BRIEF ▸
Beginning at the line that contains "ring tip: (311, 213)" and ending at the last line of the entries, write out each line exactly; include nothing outside that span.

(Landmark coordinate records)
[Start of Attachment]
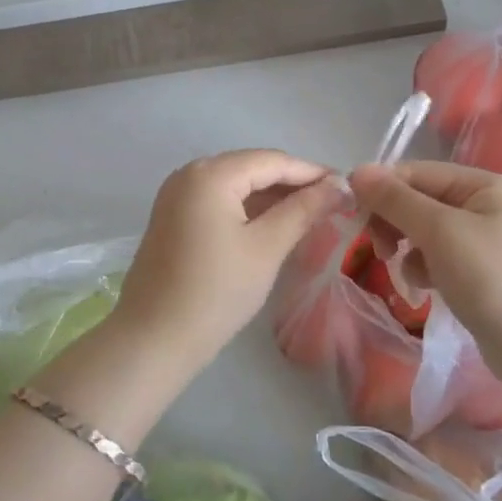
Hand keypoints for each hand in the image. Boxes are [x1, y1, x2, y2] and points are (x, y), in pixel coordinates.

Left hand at [114, 149, 342, 360]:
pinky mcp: (173, 217)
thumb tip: (339, 186)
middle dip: (292, 183)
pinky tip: (274, 224)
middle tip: (333, 202)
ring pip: (235, 185)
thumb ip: (303, 210)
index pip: (271, 161)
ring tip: (311, 213)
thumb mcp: (266, 248)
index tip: (348, 187)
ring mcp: (177, 195)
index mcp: (210, 174)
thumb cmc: (216, 291)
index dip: (311, 172)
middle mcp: (189, 174)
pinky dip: (248, 209)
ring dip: (271, 197)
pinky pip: (218, 201)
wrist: (153, 339)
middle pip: (251, 168)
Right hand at [349, 160, 501, 372]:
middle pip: (416, 200)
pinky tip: (425, 287)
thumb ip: (396, 200)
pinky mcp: (475, 270)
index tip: (354, 218)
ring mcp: (479, 239)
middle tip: (378, 249)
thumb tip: (356, 171)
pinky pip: (434, 256)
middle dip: (392, 221)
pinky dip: (422, 268)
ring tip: (406, 273)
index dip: (381, 191)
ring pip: (421, 230)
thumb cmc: (493, 280)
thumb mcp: (440, 232)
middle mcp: (481, 204)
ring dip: (405, 247)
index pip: (414, 173)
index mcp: (480, 184)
[End of Attachment]
OUTPUT ▸
ring tip: (311, 213)
thumb mcp: (266, 248)
index tip: (348, 187)
ring mcp: (177, 195)
index mcp: (210, 174)
thumb cmc: (216, 291)
index dip: (311, 172)
middle mcp: (189, 174)
pinky dip: (248, 209)
ring dip: (271, 197)
pinky pip: (218, 201)
wrist: (153, 339)
middle pip: (251, 168)
Right hand at [349, 160, 501, 372]:
middle pip: (416, 200)
pinky tip: (425, 287)
thumb ip: (396, 200)
pinky mcp: (475, 270)
index tip: (354, 218)
ring mcp: (479, 239)
middle tip: (378, 249)
thumb tip: (356, 171)
pinky pip: (434, 256)
middle dip: (392, 221)
pinky dip: (422, 268)
ring tip: (406, 273)
index dip: (381, 191)
ring pip: (421, 230)
thumb cmc: (493, 280)
thumb mcp: (440, 232)
middle mcp: (481, 204)
ring dip: (405, 247)
index pip: (414, 173)
index mcp: (480, 184)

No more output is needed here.